Consider the records below. How many of their lines include the word "main"? State the number and nothing else.

------ DATASET EXCERPTS ------

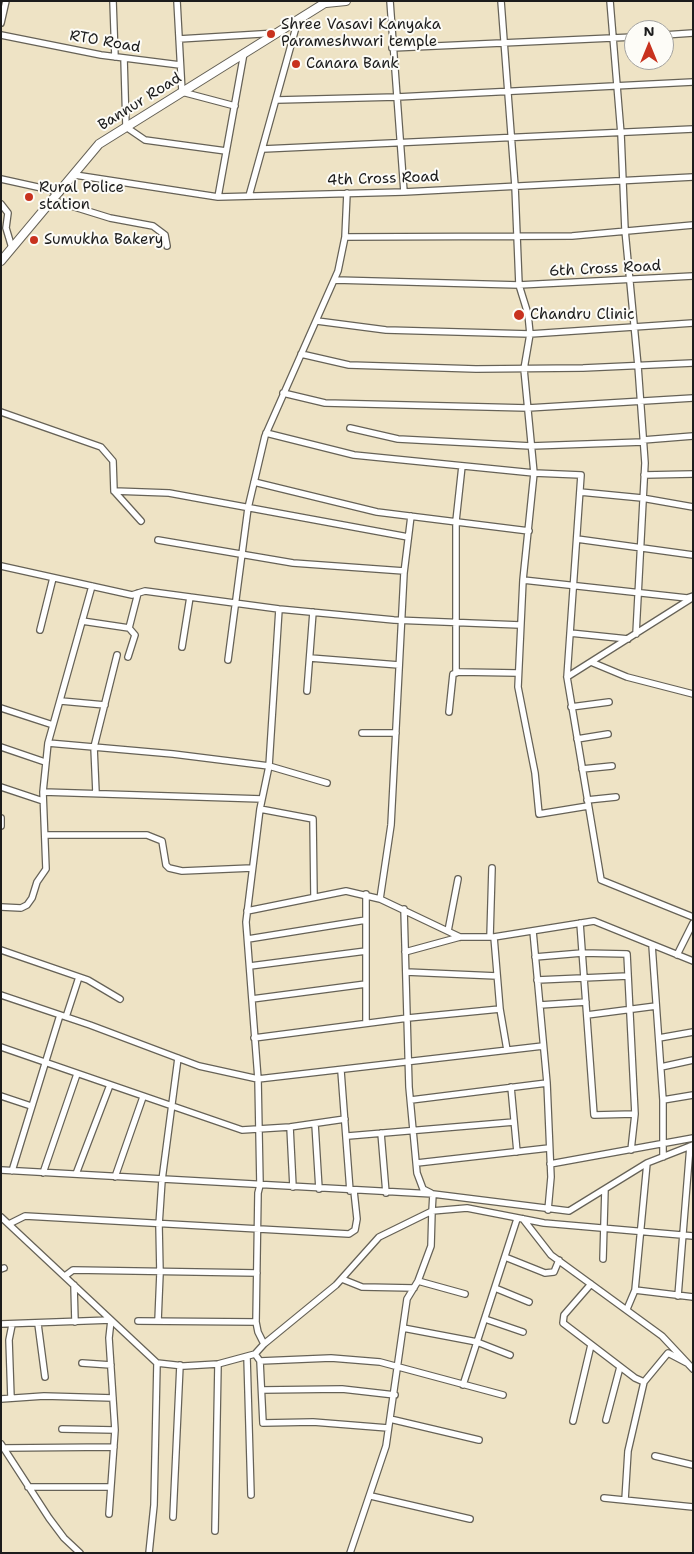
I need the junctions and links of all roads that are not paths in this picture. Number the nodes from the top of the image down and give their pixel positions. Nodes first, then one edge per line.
1 (6, 1) edge
2 (114, 1) edge
3 (177, 1) edge
4 (346, 1) edge
5 (390, 1) edge
6 (501, 1) edge
7 (610, 1) edge
8 (327, 2) edge
9 (298, 20) junction
10 (1, 23) edge
11 (278, 33) junction
12 (693, 33) edge
13 (674, 34) edge
14 (1, 35) edge
15 (624, 37) edge
16 (613, 38) junction
17 (179, 39) junction
18 (504, 42) junction
19 (392, 48) junction
20 (244, 53) junction
21 (115, 57) junction
22 (124, 58) junction
23 (180, 64) junction
24 (693, 82) edge
25 (617, 85) junction
26 (507, 90) junction
27 (182, 92) junction
28 (397, 97) junction
29 (277, 100) junction
30 (234, 106) junction
31 (126, 127) junction
32 (693, 129) edge
33 (621, 134) junction
34 (510, 138) junction
35 (400, 144) junction
36 (263, 149) junction
37 (226, 151) junction
38 (75, 175) junction
39 (693, 177) edge
40 (1, 179) edge
41 (622, 182) junction
42 (515, 186) junction
43 (60, 192) junction
44 (404, 192) junction
45 (347, 194) junction
46 (250, 196) junction
47 (218, 197) junction
48 (52, 200) junction
49 (1, 204) edge
50 (693, 225) edge
51 (625, 230) junction
52 (517, 236) junction
53 (345, 237) junction
54 (167, 246) dead end
55 (12, 248) junction
56 (1, 261) edge
57 (693, 276) edge
58 (335, 280) junction
59 (630, 281) junction
60 (519, 285) junction
61 (317, 321) junction
62 (693, 323) edge
63 (635, 328) junction
64 (530, 334) junction
65 (301, 354) junction
66 (693, 363) edge
67 (638, 366) junction
68 (524, 369) junction
69 (283, 393) junction
70 (693, 398) edge
71 (640, 402) junction
72 (528, 408) junction
73 (1, 412) edge
74 (350, 428) dead end
75 (266, 433) junction
76 (693, 436) edge
77 (643, 441) junction
78 (531, 446) junction
79 (462, 466) junction
80 (534, 474) junction
81 (693, 474) edge
82 (644, 475) junction
83 (254, 482) junction
84 (114, 491) junction
85 (580, 492) junction
86 (642, 498) junction
87 (693, 507) edge
88 (248, 508) junction
89 (411, 516) junction
90 (141, 521) dead end
91 (456, 521) junction
92 (529, 531) junction
93 (408, 537) junction
94 (577, 539) junction
95 (158, 540) dead end
96 (640, 547) junction
97 (242, 554) junction
98 (693, 555) edge
99 (1, 566) edge
100 (404, 571) junction
101 (53, 578) junction
102 (523, 580) junction
103 (92, 586) junction
104 (574, 586) junction
105 (639, 592) junction
106 (138, 593) junction
107 (190, 597) junction
108 (693, 597) edge
109 (235, 603) junction
110 (279, 609) junction
111 (313, 612) junction
112 (401, 620) junction
113 (82, 621) junction
114 (454, 622) junction
115 (520, 625) junction
116 (129, 628) junction
117 (40, 630) dead end
118 (570, 632) junction
119 (636, 634) junction
120 (628, 639) junction
121 (182, 647) dead end
122 (117, 655) dead end
123 (128, 658) dead end
124 (310, 658) junction
125 (228, 660) dead end
126 (591, 662) junction
127 (399, 665) junction
128 (456, 673) junction
129 (518, 673) junction
130 (567, 677) junction
131 (307, 690) dead end
132 (693, 694) edge
133 (61, 701) junction
134 (609, 702) dead end
135 (105, 704) junction
136 (571, 707) junction
137 (1, 708) edge
138 (449, 712) dead end
139 (53, 725) junction
140 (362, 733) dead end
141 (396, 733) junction
142 (608, 734) dead end
143 (577, 740) junction
144 (48, 743) junction
145 (1, 746) edge
146 (94, 747) junction
147 (45, 762) junction
148 (269, 766) junction
149 (612, 766) dead end
150 (582, 769) junction
151 (327, 783) dead end
152 (1, 787) edge
153 (43, 792) junction
154 (96, 793) junction
155 (616, 798) dead end
156 (262, 799) junction
157 (43, 800) junction
158 (588, 803) junction
159 (260, 809) junction
160 (1, 818) edge
161 (1, 826) edge
162 (45, 835) junction
163 (252, 868) junction
164 (492, 868) dead end
165 (458, 879) dead end
166 (366, 894) junction
167 (314, 896) junction
168 (380, 899) junction
169 (1, 907) edge
170 (404, 910) junction
171 (247, 911) junction
172 (693, 917) edge
173 (366, 920) junction
174 (693, 923) edge
175 (580, 924) junction
176 (448, 931) junction
177 (533, 931) junction
178 (460, 936) junction
179 (492, 936) junction
180 (248, 939) junction
181 (652, 945) junction
182 (1, 950) edge
183 (366, 950) junction
184 (405, 952) junction
185 (582, 953) junction
186 (677, 955) junction
187 (535, 956) junction
188 (693, 961) edge
189 (250, 966) junction
190 (406, 972) junction
191 (497, 976) junction
192 (628, 976) junction
193 (79, 977) junction
194 (584, 977) junction
195 (538, 980) junction
196 (366, 984) junction
197 (1, 995) edge
198 (120, 999) dead end
199 (252, 999) junction
200 (586, 1002) junction
201 (540, 1005) junction
202 (656, 1006) junction
203 (500, 1009) junction
204 (630, 1010) junction
205 (587, 1015) junction
206 (63, 1016) junction
207 (408, 1018) junction
208 (366, 1023) junction
209 (693, 1032) edge
210 (254, 1038) junction
211 (659, 1038) junction
212 (543, 1046) junction
213 (1, 1048) edge
214 (507, 1050) junction
215 (178, 1058) junction
216 (693, 1060) edge
217 (410, 1062) junction
218 (44, 1063) junction
219 (661, 1067) junction
220 (341, 1070) junction
221 (77, 1074) junction
222 (258, 1079) junction
223 (547, 1083) junction
224 (110, 1085) junction
225 (512, 1087) junction
226 (693, 1095) edge
227 (1, 1096) edge
228 (144, 1097) junction
229 (411, 1100) junction
230 (663, 1100) junction
231 (30, 1106) junction
232 (170, 1106) junction
233 (635, 1114) junction
234 (345, 1119) junction
235 (514, 1122) junction
236 (315, 1124) junction
237 (290, 1127) junction
238 (258, 1130) junction
239 (414, 1132) junction
240 (381, 1133) junction
241 (348, 1136) junction
242 (693, 1138) edge
243 (663, 1144) junction
244 (691, 1146) edge
245 (549, 1148) junction
246 (631, 1150) junction
247 (517, 1152) junction
248 (663, 1157) junction
249 (417, 1163) junction
250 (647, 1163) junction
251 (550, 1164) junction
252 (1, 1170) edge
253 (12, 1171) junction
254 (42, 1173) junction
255 (76, 1174) junction
256 (116, 1177) junction
257 (162, 1180) junction
258 (260, 1185) junction
259 (293, 1187) junction
260 (319, 1188) junction
261 (605, 1188) junction
262 (352, 1191) junction
263 (386, 1193) junction
264 (433, 1194) junction
265 (548, 1210) junction
266 (432, 1211) junction
267 (1, 1217) edge
268 (520, 1219) junction
269 (9, 1224) junction
270 (158, 1225) junction
271 (258, 1230) junction
272 (604, 1230) junction
273 (641, 1232) junction
274 (684, 1235) junction
275 (693, 1236) edge
276 (505, 1257) junction
277 (603, 1259) dead end
278 (559, 1260) junction
279 (160, 1273) junction
280 (257, 1273) junction
281 (65, 1276) junction
282 (342, 1279) junction
283 (418, 1281) junction
284 (591, 1284) junction
285 (74, 1285) junction
286 (414, 1288) junction
287 (494, 1288) junction
288 (635, 1290) junction
289 (465, 1294) dead end
290 (678, 1296) junction
291 (693, 1297) edge
292 (529, 1302) dead end
293 (627, 1309) junction
294 (485, 1319) junction
295 (111, 1320) junction
296 (138, 1321) dead end
297 (158, 1321) junction
298 (75, 1322) junction
299 (256, 1322) junction
300 (1, 1324) edge
301 (38, 1324) junction
302 (12, 1325) junction
303 (403, 1328) junction
304 (523, 1332) dead end
305 (477, 1342) junction
306 (264, 1344) junction
307 (592, 1345) junction
308 (255, 1354) junction
309 (510, 1355) dead end
310 (247, 1357) junction
311 (260, 1361) junction
312 (157, 1362) junction
313 (82, 1363) dead end
314 (111, 1364) junction
315 (218, 1364) junction
316 (180, 1365) junction
317 (398, 1366) junction
318 (620, 1367) junction
319 (691, 1367) edge
320 (44, 1377) dead end
321 (644, 1382) junction
322 (463, 1385) junction
323 (262, 1390) junction
324 (395, 1395) junction
325 (503, 1395) dead end
326 (11, 1398) junction
327 (113, 1398) junction
328 (1, 1400) edge
329 (390, 1419) junction
330 (606, 1420) dead end
331 (573, 1421) dead end
332 (62, 1428) dead end
333 (388, 1428) junction
334 (115, 1430) junction
335 (479, 1440) dead end
336 (2, 1446) edge
337 (114, 1447) junction
338 (655, 1456) dead end
339 (693, 1465) edge
340 (28, 1487) junction
341 (110, 1487) junction
342 (251, 1495) dead end
343 (371, 1496) junction
344 (604, 1498) dead end
345 (625, 1500) junction
346 (693, 1508) edge
347 (109, 1514) dead end
348 (173, 1517) dead end
349 (470, 1519) dead end
350 (215, 1531) dead end
351 (80, 1553) edge
352 (148, 1553) edge
353 (350, 1553) edge

1 - 10 street
2 - 21 street
3 - 17 street
4 - 8 main road, Bannur Road
5 - 19 street
6 - 18 street
7 - 16 street
8 - 9 main road, Bannur Road
9 - 11 main road, Bannur Road
9 - 29 street
11 - 17 street
11 - 20 main road, Bannur Road
12 - 13 street
14 - 21 street, RTO Road
15 - 16 street
16 - 18 street
16 - 25 street
17 - 23 street
18 - 19 street
18 - 26 street
19 - 28 street
20 - 27 main road, Bannur Road
20 - 30 street
21 - 22 street, RTO Road
22 - 23 street, RTO Road
22 - 31 street
23 - 27 street
24 - 25 street
25 - 26 street
25 - 33 street
26 - 28 street
26 - 34 street
27 - 30 street
27 - 31 main road, Bannur Road
28 - 29 street
28 - 35 street
29 - 36 street
30 - 37 street
31 - 37 street
31 - 38 main road, Bannur Road
32 - 33 street
33 - 34 street
33 - 41 street
34 - 35 street
34 - 42 street
35 - 36 street
35 - 44 street
36 - 46 street
37 - 47 street
38 - 43 main road, Bannur Road
38 - 47 street, 4th Cross Road
39 - 41 street, 4th Cross Road
40 - 43 street
41 - 42 street, 4th Cross Road
41 - 51 street
42 - 44 street, 4th Cross Road
42 - 52 street
43 - 48 main road, Bannur Road
44 - 45 street, 4th Cross Road
45 - 46 street, 4th Cross Road
45 - 53 street
46 - 47 street, 4th Cross Road
48 - 54 street
48 - 55 main road, Bannur Road
49 - 55 street
50 - 51 street
51 - 52 street
51 - 59 street
52 - 53 street
52 - 60 street
53 - 58 street
55 - 56 main road, Bannur Road
57 - 59 street, 6th Cross Road
58 - 60 street, 6th Cross Road
58 - 61 street
59 - 60 street, 6th Cross Road
59 - 63 street
60 - 64 street
61 - 64 street
61 - 65 street
62 - 63 street
63 - 64 street
63 - 67 street
64 - 68 street
65 - 68 street
65 - 69 street
66 - 67 street
67 - 68 street
67 - 71 street
68 - 72 street
69 - 72 street
69 - 75 street
70 - 71 street
71 - 72 street
71 - 77 street
72 - 78 street
73 - 84 street
74 - 78 street
75 - 79 street
75 - 83 street
76 - 77 street
77 - 78 street
77 - 82 street
78 - 80 street
79 - 80 street
79 - 91 street
80 - 85 street
80 - 92 street
81 - 82 street
82 - 86 street
83 - 88 street
83 - 89 street
84 - 88 street
84 - 90 street
85 - 86 street
85 - 94 street
86 - 87 street
86 - 96 street
88 - 93 street
88 - 97 street
89 - 91 street
89 - 93 street
91 - 92 street
91 - 114 street
92 - 102 street
93 - 100 street
94 - 96 street
94 - 104 street
95 - 97 street
96 - 98 street
96 - 105 street
97 - 100 street
97 - 109 street
99 - 101 street
100 - 112 street
101 - 103 street
101 - 117 street
102 - 104 street
102 - 115 street
103 - 106 street
103 - 113 street
104 - 105 street
104 - 118 street
105 - 108 street
105 - 119 street
106 - 107 street
106 - 116 street
107 - 109 street
107 - 121 street
108 - 119 street
109 - 110 street
109 - 125 street
110 - 111 street
110 - 148 street
111 - 112 street
111 - 124 street
112 - 114 street
112 - 127 street
113 - 116 street
113 - 133 street
114 - 115 street
114 - 128 street
115 - 129 street
116 - 123 street
118 - 120 street
118 - 130 street
119 - 120 street
120 - 126 street
122 - 135 street
124 - 127 street
124 - 131 street
126 - 130 street
126 - 132 street
127 - 141 street
128 - 129 street
128 - 138 street
129 - 158 street
130 - 136 street
133 - 135 street
133 - 139 street
134 - 136 street
135 - 146 street
136 - 143 street
137 - 139 street
139 - 144 street
140 - 141 street
141 - 168 street
142 - 143 street
143 - 150 street
144 - 146 street
144 - 147 street
145 - 147 street
146 - 148 street
146 - 154 street
147 - 153 street
148 - 151 street
148 - 156 street
149 - 150 street
150 - 158 street
152 - 157 street
153 - 154 street
153 - 157 street
154 - 156 street
155 - 158 street
156 - 159 street
157 - 162 street
158 - 172 street
159 - 163 street
159 - 167 street
160 - 161 street
162 - 163 street
162 - 169 street
163 - 171 street
164 - 179 street
165 - 176 street
166 - 167 street
166 - 168 street
166 - 173 street
167 - 171 street
168 - 170 street
170 - 176 street
170 - 184 street
171 - 180 street
173 - 180 street
173 - 183 street
174 - 186 street
175 - 177 street
175 - 181 street
175 - 185 street
176 - 178 street
177 - 179 street
177 - 187 street
178 - 179 street
178 - 184 street
179 - 191 street
180 - 189 street
181 - 186 street
181 - 202 street
182 - 193 street
183 - 189 street
183 - 196 street
184 - 190 street
185 - 187 street
185 - 192 street
185 - 194 street
186 - 188 street
187 - 195 street
189 - 199 street
190 - 191 street
190 - 207 street
191 - 203 street
192 - 194 street
192 - 204 street
193 - 198 street
193 - 206 street
194 - 195 street
194 - 200 street
195 - 201 street
196 - 199 street
196 - 208 street
197 - 206 street
199 - 210 street
200 - 201 street
200 - 205 street
201 - 212 street
202 - 204 street
202 - 211 street
203 - 207 street
203 - 214 street
204 - 205 street
204 - 233 street
205 - 233 street
206 - 215 street
206 - 218 street
207 - 208 street
207 - 217 street
208 - 210 street
209 - 211 street
210 - 222 street
211 - 219 street
212 - 214 street
212 - 223 street
213 - 218 street
214 - 217 street
215 - 222 street
215 - 232 street
216 - 219 street
217 - 220 street
217 - 229 street
218 - 221 street
218 - 231 street
219 - 230 street
220 - 222 street
220 - 234 street
221 - 224 street
221 - 254 street
222 - 238 street
223 - 225 street
223 - 245 street
224 - 228 street
224 - 255 street
225 - 229 street
225 - 235 street
226 - 230 street
227 - 231 street
228 - 232 street
228 - 256 street
229 - 239 street
230 - 243 street
231 - 253 street
232 - 238 street
232 - 257 street
233 - 246 street
234 - 236 street
234 - 241 street
235 - 239 street
235 - 247 street
236 - 237 street
236 - 260 street
237 - 238 street
237 - 259 street
238 - 258 street
239 - 240 street
239 - 249 street
240 - 241 street
240 - 263 street
241 - 262 street
242 - 243 street
243 - 246 street
243 - 248 street
244 - 248 street
244 - 274 street
245 - 247 street
245 - 251 street
246 - 251 street
247 - 249 street
248 - 250 street
249 - 264 street
250 - 261 street
250 - 273 street
251 - 265 street
252 - 253 street
253 - 254 street
254 - 255 street
255 - 256 street
256 - 257 street
257 - 258 street
257 - 270 street
258 - 259 street
258 - 271 street
259 - 260 street
260 - 262 street
261 - 265 street
261 - 272 street
262 - 263 street
262 - 271 street
263 - 264 street
264 - 265 street
264 - 266 street
266 - 268 street
266 - 282 street
266 - 283 street
267 - 269 street
268 - 272 street
268 - 276 street
268 - 278 street
269 - 270 street
269 - 281 street
270 - 271 street
270 - 279 street
271 - 280 street
272 - 273 street
272 - 277 street
273 - 274 street
273 - 288 street
274 - 275 street
274 - 290 street
276 - 278 street
276 - 287 street
278 - 284 street
279 - 280 street
279 - 281 street
279 - 297 street
280 - 299 street
281 - 285 street
282 - 286 street
282 - 306 street
283 - 286 street
283 - 289 street
284 - 293 street
284 - 307 street
285 - 295 street
285 - 298 street
286 - 303 street
287 - 292 street
287 - 294 street
288 - 290 street
288 - 293 street
290 - 291 street
293 - 319 street
294 - 304 street
294 - 305 street
295 - 298 street
295 - 312 street
295 - 314 street
296 - 297 street
297 - 299 street
298 - 301 street
299 - 306 street
300 - 302 street
301 - 302 street
301 - 320 street
302 - 326 street
303 - 305 street
303 - 317 street
305 - 309 street
305 - 322 street
306 - 308 street
307 - 318 street
307 - 331 street
308 - 310 street
308 - 311 street
310 - 315 street
310 - 342 street
311 - 317 street
311 - 323 street
312 - 316 street
312 - 352 street
313 - 314 street
314 - 327 street
315 - 316 street
315 - 350 street
316 - 348 street
317 - 322 street
317 - 324 street
318 - 321 street
318 - 330 street
319 - 321 street
321 - 345 street
322 - 325 street
323 - 324 street
323 - 333 street
324 - 329 street
326 - 327 street
326 - 328 street
327 - 334 street
329 - 333 street
329 - 335 street
332 - 334 street
333 - 343 street
334 - 337 street
336 - 337 street
336 - 340 street
337 - 341 street
338 - 339 street
340 - 341 street
340 - 351 street
341 - 347 street
343 - 349 street
343 - 353 street
344 - 345 street
345 - 346 street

------

• **THE COMPLETED TASK**: 11